━━━━━ Data in this exercise
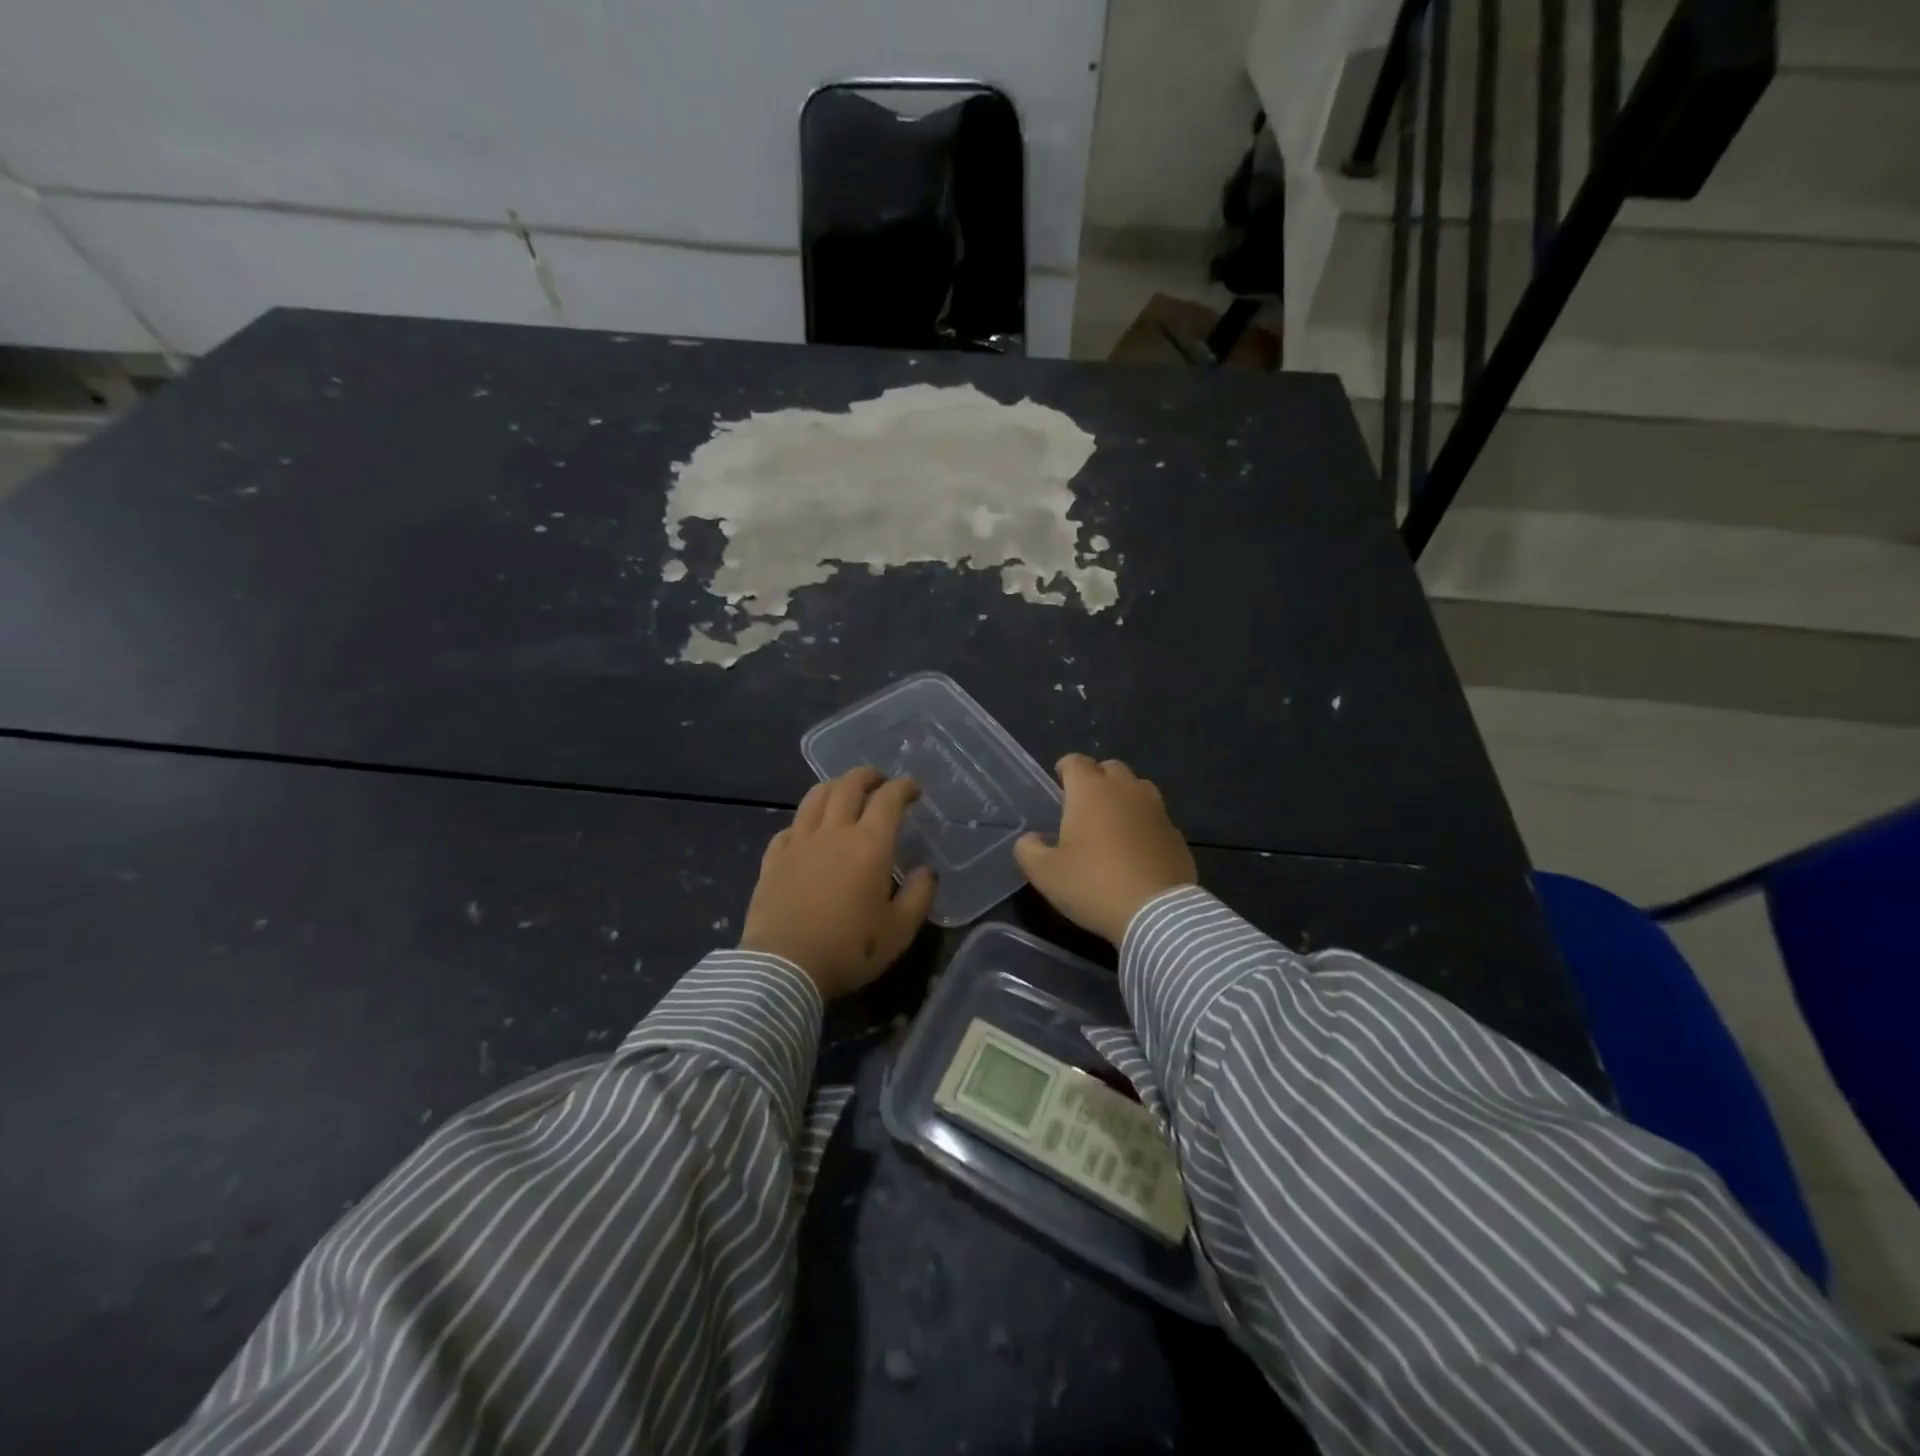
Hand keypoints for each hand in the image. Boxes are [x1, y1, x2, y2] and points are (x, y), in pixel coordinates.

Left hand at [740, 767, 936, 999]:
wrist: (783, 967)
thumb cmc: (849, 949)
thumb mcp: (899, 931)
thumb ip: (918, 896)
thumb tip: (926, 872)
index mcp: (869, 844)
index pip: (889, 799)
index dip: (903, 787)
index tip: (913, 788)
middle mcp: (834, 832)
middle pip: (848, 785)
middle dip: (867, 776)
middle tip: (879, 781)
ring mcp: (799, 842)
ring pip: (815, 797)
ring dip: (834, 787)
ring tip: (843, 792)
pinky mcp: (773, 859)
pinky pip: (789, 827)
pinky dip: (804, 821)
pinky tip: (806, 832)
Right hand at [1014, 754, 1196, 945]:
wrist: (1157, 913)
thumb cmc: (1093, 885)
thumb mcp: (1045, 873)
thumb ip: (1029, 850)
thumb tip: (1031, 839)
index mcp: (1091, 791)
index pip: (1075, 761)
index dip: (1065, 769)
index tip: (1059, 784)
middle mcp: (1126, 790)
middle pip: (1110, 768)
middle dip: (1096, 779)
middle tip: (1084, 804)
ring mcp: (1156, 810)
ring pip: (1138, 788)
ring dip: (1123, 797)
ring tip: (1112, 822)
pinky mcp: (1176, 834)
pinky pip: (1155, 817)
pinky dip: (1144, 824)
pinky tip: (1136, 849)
━━━━━━━━━━
━━━━━ Data in this exercise
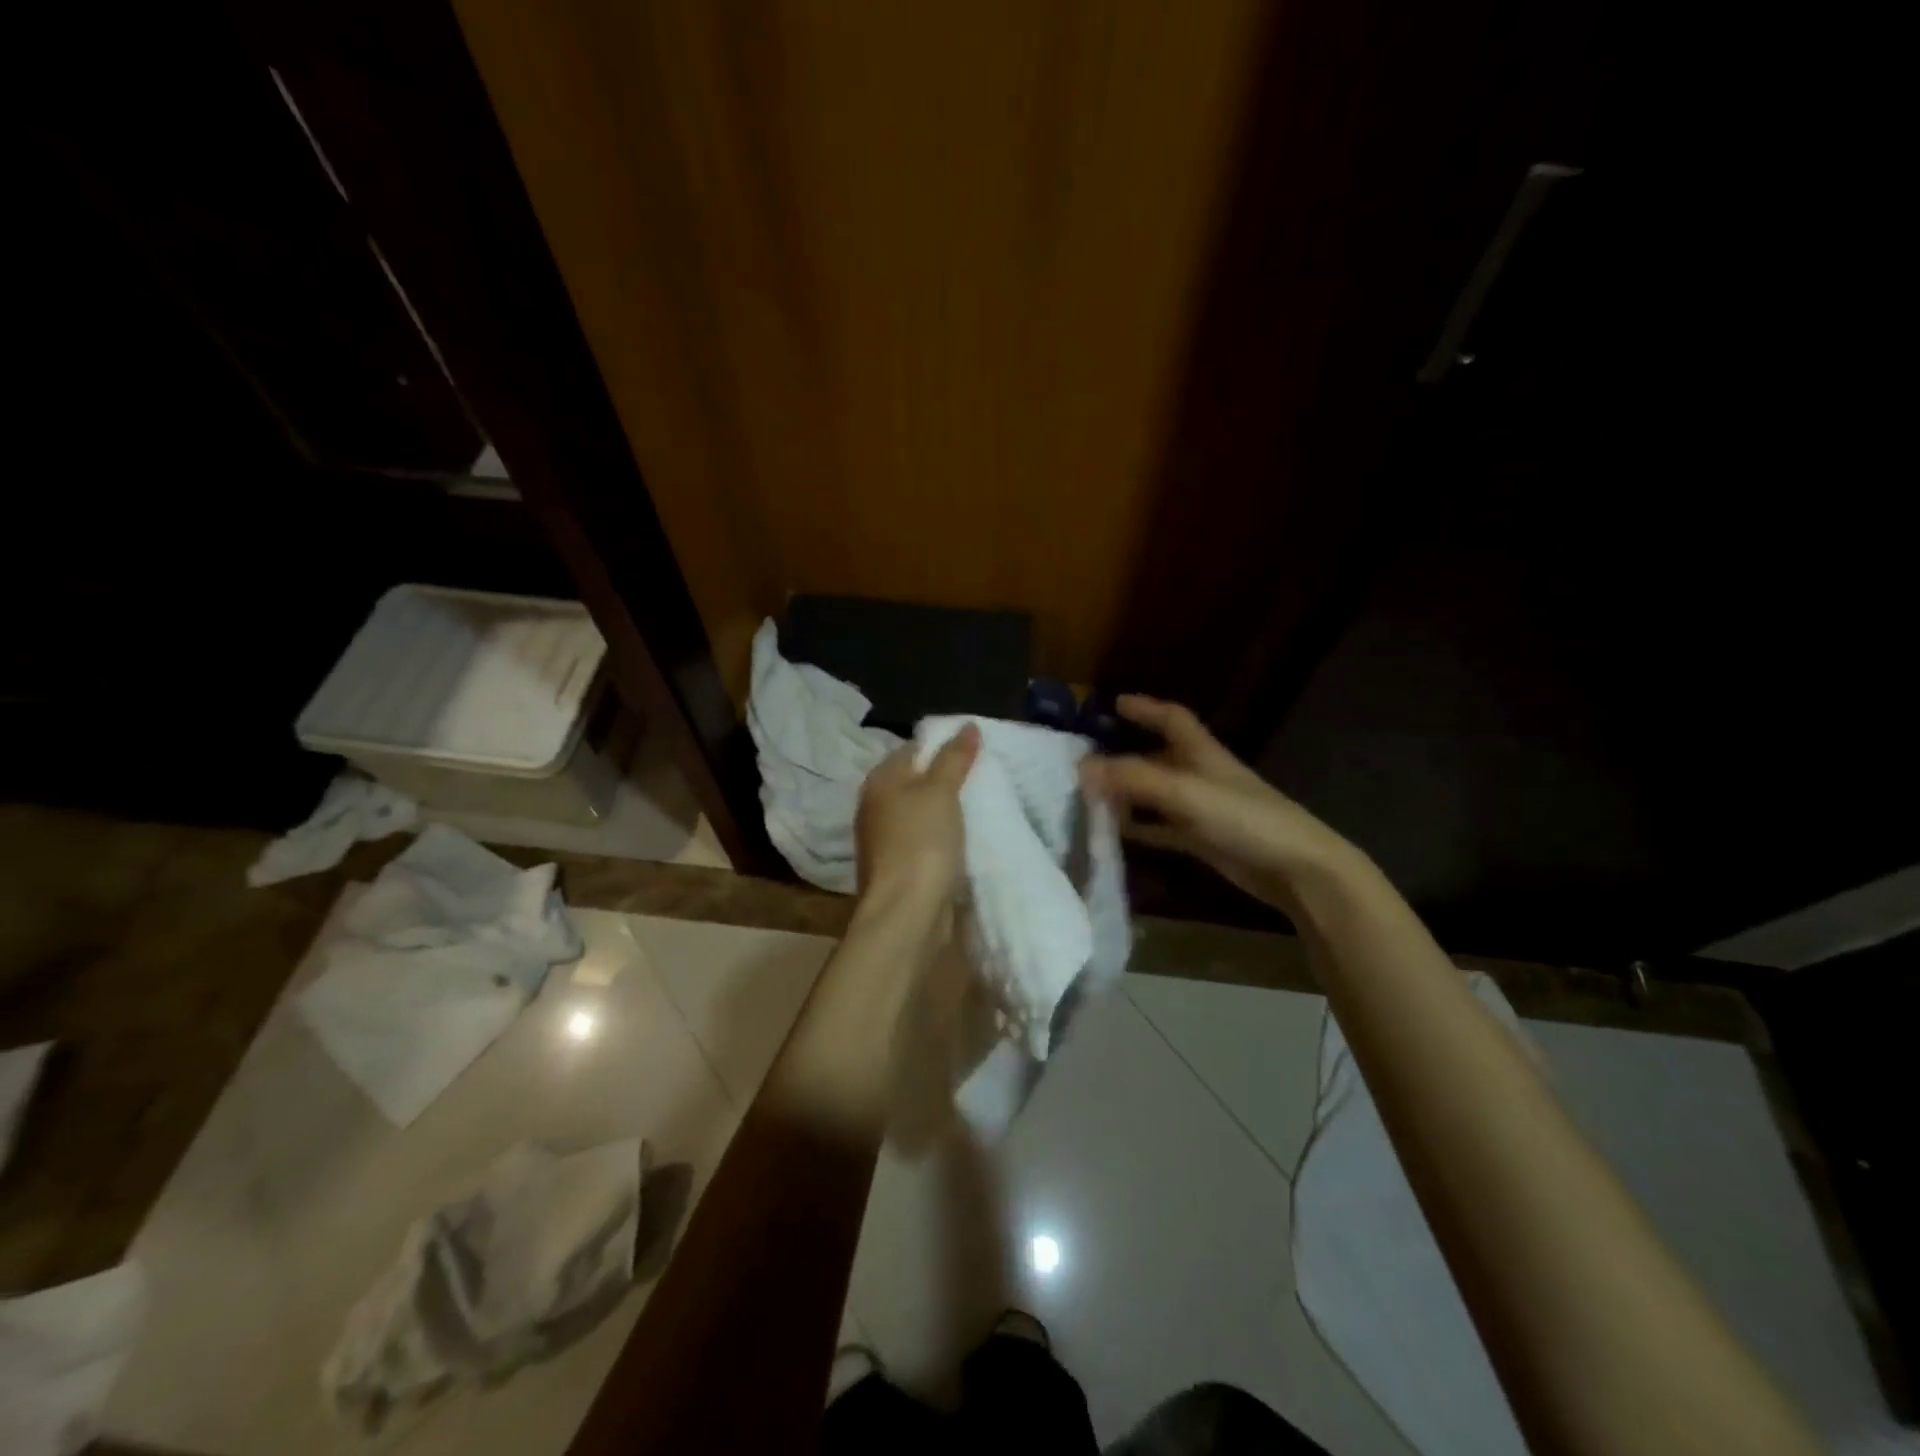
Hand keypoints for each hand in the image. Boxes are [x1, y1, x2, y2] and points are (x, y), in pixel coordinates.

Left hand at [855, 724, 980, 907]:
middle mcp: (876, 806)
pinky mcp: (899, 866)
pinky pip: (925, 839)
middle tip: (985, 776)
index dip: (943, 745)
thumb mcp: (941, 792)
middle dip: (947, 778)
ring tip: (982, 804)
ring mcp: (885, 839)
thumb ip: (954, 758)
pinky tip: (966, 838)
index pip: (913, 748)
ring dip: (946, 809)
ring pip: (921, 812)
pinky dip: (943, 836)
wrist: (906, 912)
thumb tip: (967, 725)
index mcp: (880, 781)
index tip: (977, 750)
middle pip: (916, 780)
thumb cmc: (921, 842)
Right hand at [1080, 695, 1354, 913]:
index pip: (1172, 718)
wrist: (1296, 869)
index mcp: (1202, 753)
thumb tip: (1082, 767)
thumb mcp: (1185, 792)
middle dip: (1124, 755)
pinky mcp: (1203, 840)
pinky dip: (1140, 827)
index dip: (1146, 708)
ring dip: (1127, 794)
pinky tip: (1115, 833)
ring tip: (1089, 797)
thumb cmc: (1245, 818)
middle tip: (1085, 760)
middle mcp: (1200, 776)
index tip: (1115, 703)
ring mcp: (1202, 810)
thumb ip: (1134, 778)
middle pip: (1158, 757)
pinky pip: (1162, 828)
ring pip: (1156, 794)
━━━━━━━━━━
> **Task to carry out**
When the line with "index mcp: (1091, 791)" is reached in the data above, start copying there, and copy each line exactly until the line with "pinky tip: (1136, 849)" has been copied; copy nothing else.

> **Result of this exercise**
index mcp: (1091, 791)
index pip: (1075, 761)
index dip: (1065, 769)
index tip: (1059, 784)
middle mcp: (1126, 790)
middle pip: (1110, 768)
middle dip: (1096, 779)
middle tip: (1084, 804)
ring mcp: (1156, 810)
ring pip: (1138, 788)
ring dip: (1123, 797)
ring tip: (1112, 822)
pinky mcp: (1176, 834)
pinky pip: (1155, 817)
pinky dip: (1144, 824)
pinky tip: (1136, 849)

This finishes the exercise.